The Stacja Muzeum is located at the former Warsaw Główna PKP railway terminus and is very close to the Warszawa Ochota railway station. The museum's exhibits are divided into permanent and temporary collections — the latter being displayed inside the museum's galleries. The permanent collection consists of historic rolling stock that is displayed on the tracks outside, including one of the few remaining armoured railway trains in Europe.  The museum also contains a library which houses many books on the subject of Polish railways.

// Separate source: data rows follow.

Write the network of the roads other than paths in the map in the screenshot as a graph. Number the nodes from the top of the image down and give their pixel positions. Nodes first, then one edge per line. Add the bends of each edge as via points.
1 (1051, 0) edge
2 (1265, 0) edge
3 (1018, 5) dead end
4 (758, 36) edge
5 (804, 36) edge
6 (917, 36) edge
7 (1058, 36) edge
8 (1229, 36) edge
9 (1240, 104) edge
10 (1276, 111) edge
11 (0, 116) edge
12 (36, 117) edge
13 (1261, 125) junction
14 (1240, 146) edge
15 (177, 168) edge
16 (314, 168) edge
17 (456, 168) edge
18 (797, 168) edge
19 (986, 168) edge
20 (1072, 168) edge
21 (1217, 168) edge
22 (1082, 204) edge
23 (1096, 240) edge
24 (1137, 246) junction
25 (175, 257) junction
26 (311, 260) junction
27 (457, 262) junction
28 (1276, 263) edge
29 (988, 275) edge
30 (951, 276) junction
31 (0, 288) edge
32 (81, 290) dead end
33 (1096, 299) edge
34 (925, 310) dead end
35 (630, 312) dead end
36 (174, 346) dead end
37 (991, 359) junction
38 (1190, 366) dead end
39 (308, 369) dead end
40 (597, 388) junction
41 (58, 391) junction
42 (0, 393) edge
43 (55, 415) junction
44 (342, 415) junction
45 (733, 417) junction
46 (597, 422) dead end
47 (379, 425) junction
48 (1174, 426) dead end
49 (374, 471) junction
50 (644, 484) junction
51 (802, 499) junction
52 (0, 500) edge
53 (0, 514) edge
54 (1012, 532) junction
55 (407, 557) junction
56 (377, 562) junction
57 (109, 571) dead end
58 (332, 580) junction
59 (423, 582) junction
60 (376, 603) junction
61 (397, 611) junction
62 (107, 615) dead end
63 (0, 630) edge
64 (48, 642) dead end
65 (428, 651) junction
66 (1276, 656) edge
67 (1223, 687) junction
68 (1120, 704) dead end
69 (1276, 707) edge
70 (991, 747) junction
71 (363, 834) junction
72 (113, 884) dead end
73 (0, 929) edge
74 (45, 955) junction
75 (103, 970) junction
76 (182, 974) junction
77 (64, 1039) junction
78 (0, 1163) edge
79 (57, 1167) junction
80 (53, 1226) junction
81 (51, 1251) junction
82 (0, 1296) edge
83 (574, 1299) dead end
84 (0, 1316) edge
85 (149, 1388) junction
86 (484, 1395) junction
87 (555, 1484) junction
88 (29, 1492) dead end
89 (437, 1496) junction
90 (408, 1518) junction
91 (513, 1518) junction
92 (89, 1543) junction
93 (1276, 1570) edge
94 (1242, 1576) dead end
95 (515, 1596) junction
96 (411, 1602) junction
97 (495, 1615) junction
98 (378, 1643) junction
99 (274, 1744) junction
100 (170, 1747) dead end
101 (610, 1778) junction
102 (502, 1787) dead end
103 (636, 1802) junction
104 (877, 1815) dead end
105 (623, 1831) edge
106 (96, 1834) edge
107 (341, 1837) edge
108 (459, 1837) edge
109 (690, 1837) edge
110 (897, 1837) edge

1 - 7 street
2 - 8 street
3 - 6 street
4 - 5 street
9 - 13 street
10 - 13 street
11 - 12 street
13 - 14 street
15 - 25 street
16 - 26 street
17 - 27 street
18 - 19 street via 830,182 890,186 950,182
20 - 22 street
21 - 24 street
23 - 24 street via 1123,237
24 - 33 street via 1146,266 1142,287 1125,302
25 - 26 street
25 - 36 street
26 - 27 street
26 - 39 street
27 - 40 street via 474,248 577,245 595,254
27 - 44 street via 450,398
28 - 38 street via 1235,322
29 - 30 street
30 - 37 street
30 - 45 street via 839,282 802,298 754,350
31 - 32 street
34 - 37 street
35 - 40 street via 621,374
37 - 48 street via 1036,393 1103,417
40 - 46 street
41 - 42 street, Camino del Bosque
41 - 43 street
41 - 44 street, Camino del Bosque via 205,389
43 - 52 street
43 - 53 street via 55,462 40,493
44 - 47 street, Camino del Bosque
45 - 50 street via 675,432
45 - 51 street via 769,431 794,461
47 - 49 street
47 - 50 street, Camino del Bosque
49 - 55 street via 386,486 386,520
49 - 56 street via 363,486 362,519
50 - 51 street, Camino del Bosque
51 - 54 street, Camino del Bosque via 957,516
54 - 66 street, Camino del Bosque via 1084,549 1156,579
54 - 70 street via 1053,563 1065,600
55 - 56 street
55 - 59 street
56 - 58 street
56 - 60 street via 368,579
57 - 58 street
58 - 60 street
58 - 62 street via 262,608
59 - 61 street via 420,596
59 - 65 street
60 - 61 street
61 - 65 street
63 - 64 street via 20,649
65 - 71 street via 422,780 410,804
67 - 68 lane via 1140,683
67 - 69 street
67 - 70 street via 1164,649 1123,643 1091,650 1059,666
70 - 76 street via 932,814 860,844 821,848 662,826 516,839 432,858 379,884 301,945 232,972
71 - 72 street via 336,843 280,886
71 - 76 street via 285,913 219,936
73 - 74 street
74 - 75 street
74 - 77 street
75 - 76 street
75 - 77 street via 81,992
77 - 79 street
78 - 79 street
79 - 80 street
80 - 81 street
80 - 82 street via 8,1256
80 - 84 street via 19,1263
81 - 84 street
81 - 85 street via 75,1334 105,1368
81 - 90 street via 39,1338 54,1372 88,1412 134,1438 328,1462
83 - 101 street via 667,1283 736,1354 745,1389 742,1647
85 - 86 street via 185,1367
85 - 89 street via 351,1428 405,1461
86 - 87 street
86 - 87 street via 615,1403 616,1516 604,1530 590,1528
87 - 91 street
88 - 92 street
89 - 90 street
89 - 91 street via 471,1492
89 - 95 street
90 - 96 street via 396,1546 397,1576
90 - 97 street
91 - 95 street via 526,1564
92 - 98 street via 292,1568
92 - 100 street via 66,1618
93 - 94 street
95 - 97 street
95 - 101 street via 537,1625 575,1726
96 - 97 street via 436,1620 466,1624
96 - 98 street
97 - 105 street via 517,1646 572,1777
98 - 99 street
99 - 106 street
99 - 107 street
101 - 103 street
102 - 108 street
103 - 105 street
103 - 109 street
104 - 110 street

During the interwar period the museum's headquarters were located at Nowy Zjazd Street.

The museum was reestablished at the present site, as Railway Museum in Warsaw (), in 1972.

On 30 July 2009, PKP S.A. the Polish state railway company served notice to quit on the Museum authorities requiring them to vacate their current location by 31 August 2009. However, as of May 2015, the museum remained in place and open to the public.

The museum was disestablished on 31 March 2016 and on 1 April a new institution, Stacja Muzeum, opened, taking over the exhibits and other assets.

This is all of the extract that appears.